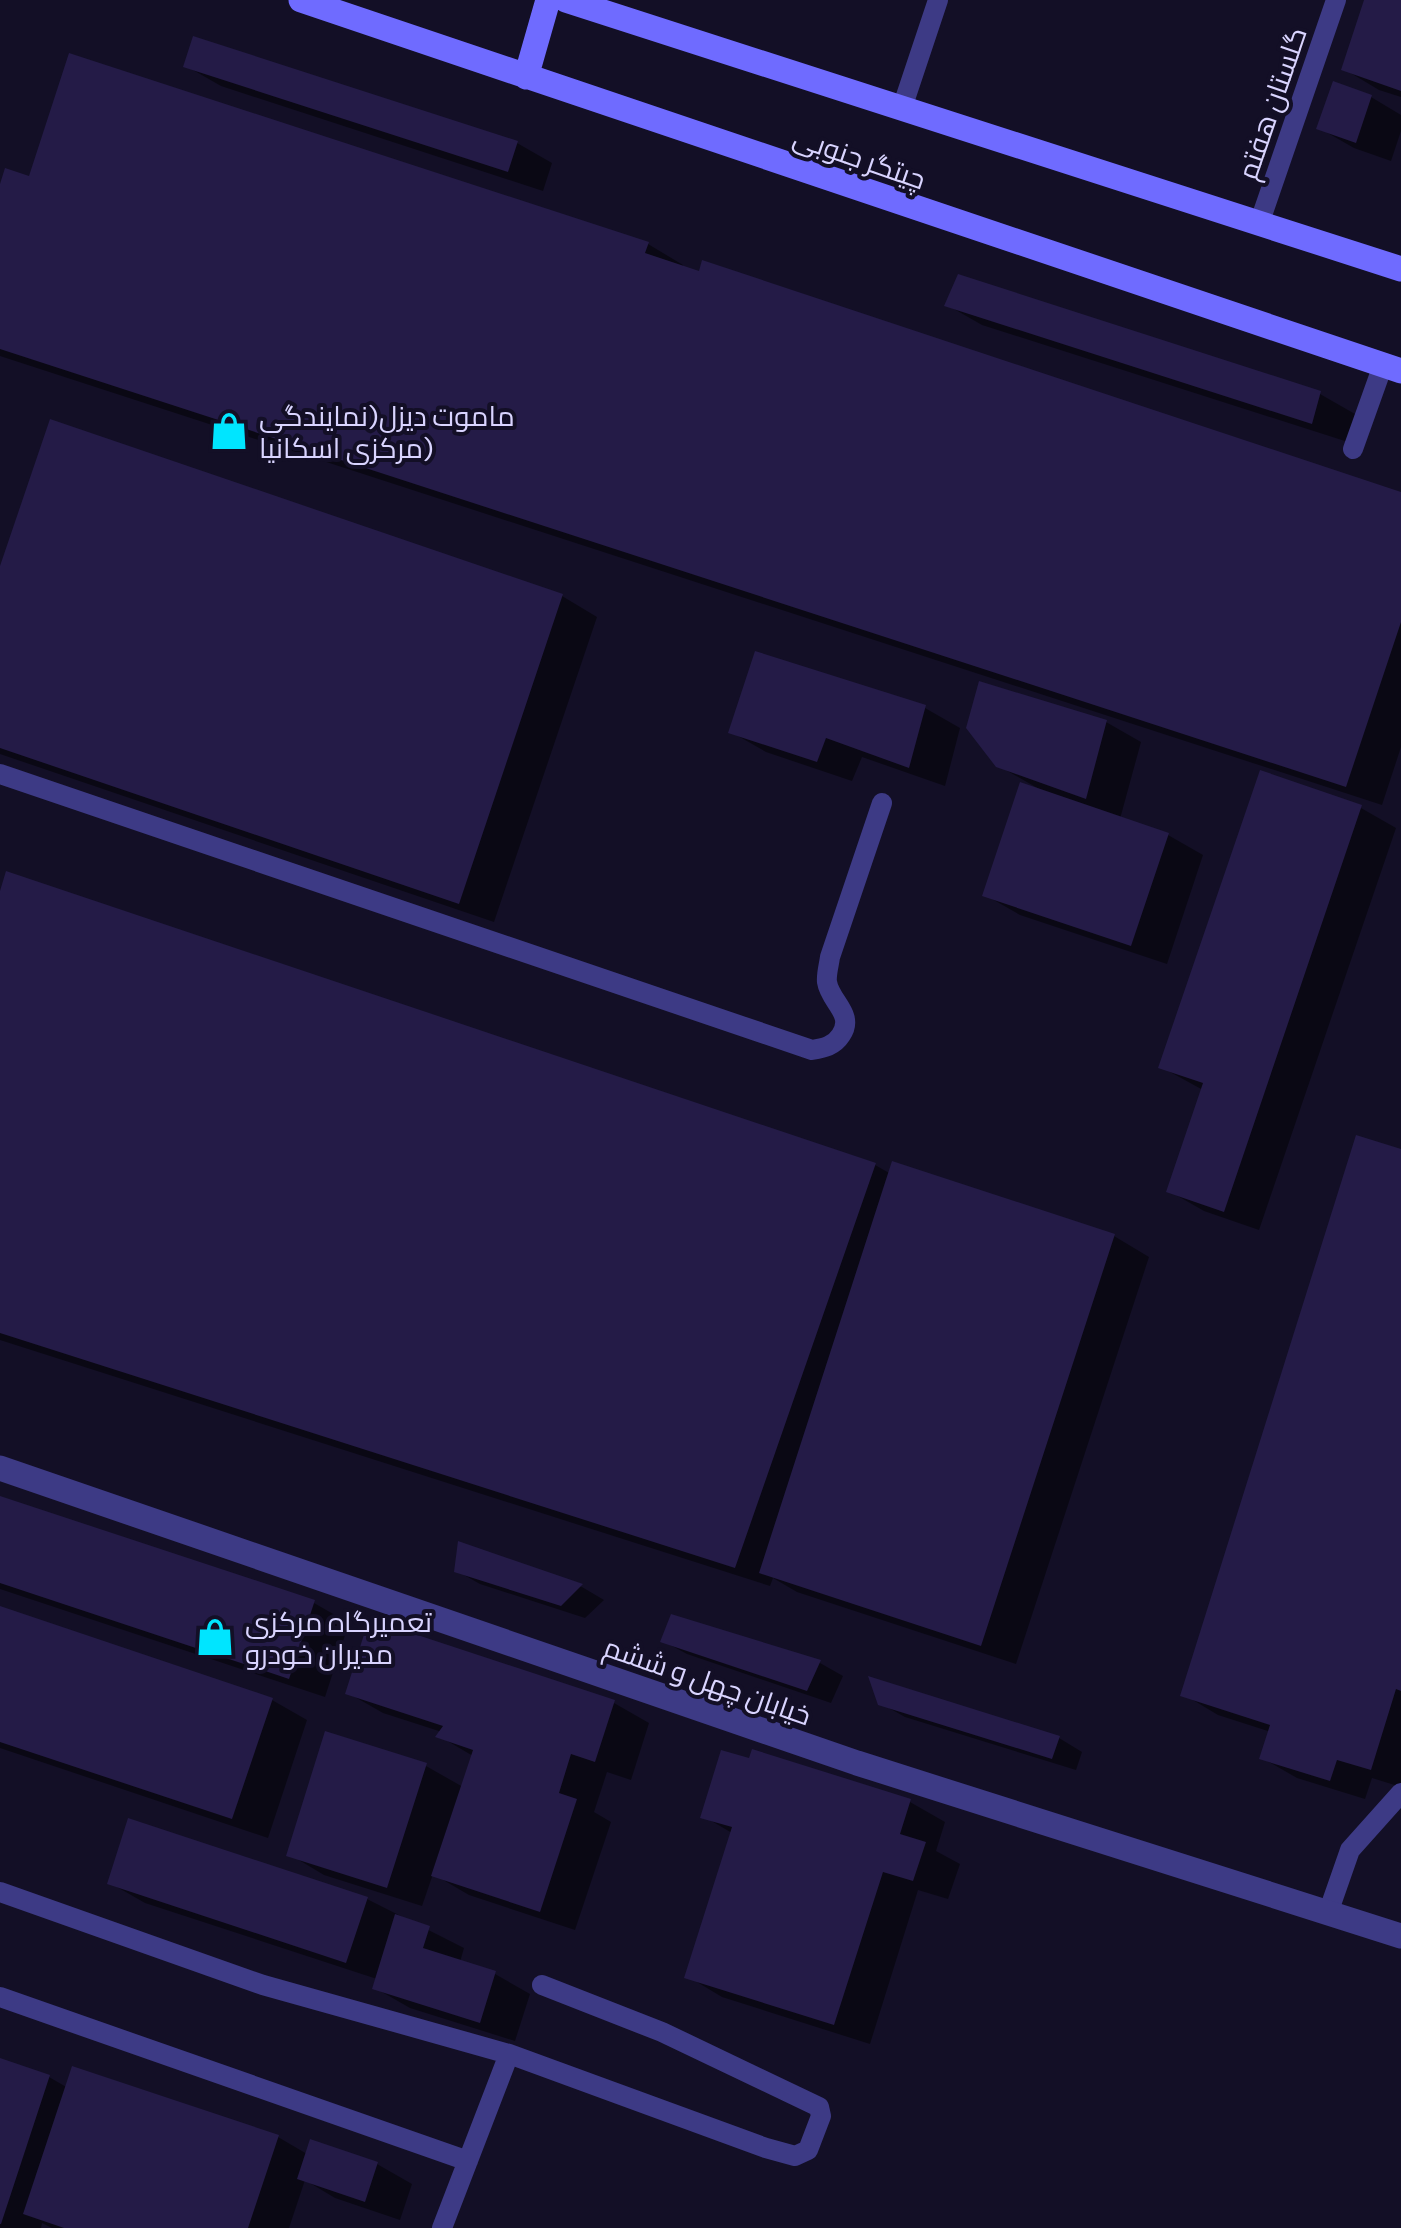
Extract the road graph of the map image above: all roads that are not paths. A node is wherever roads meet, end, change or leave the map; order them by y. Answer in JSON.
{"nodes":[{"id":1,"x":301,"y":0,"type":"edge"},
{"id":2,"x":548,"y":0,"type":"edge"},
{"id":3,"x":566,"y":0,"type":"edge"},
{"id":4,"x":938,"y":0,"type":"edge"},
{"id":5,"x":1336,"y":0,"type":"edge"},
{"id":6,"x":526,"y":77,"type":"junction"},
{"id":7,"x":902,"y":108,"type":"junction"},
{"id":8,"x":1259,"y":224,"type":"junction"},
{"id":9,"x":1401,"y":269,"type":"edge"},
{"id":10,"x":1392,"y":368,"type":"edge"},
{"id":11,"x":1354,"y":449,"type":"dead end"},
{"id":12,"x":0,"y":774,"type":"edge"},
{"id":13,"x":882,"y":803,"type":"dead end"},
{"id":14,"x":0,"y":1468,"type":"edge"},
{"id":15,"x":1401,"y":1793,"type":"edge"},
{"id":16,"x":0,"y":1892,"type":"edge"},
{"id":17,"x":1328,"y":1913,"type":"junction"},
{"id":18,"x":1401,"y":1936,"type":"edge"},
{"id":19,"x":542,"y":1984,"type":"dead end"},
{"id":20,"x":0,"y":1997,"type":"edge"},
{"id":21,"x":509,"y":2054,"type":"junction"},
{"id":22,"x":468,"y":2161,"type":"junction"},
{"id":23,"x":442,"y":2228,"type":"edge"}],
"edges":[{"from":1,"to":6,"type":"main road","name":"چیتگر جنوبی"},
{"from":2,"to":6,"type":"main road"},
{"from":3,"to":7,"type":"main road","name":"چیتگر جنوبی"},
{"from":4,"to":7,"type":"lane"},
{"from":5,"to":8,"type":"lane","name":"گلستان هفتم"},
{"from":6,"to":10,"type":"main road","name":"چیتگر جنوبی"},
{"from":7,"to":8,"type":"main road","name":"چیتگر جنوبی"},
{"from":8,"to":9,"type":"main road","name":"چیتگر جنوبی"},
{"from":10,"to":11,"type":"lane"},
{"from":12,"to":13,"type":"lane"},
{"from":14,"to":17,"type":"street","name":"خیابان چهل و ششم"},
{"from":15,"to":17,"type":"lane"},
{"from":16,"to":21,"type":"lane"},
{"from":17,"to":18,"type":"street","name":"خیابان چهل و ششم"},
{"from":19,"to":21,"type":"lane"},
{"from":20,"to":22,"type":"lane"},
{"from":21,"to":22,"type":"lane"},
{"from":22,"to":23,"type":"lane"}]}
=======
Go through the records and copy each line with "street" in it.

◆ Your response
{"from":14,"to":17,"type":"street","name":"خیابان چهل و ششم"},
{"from":17,"to":18,"type":"street","name":"خیابان چهل و ششم"},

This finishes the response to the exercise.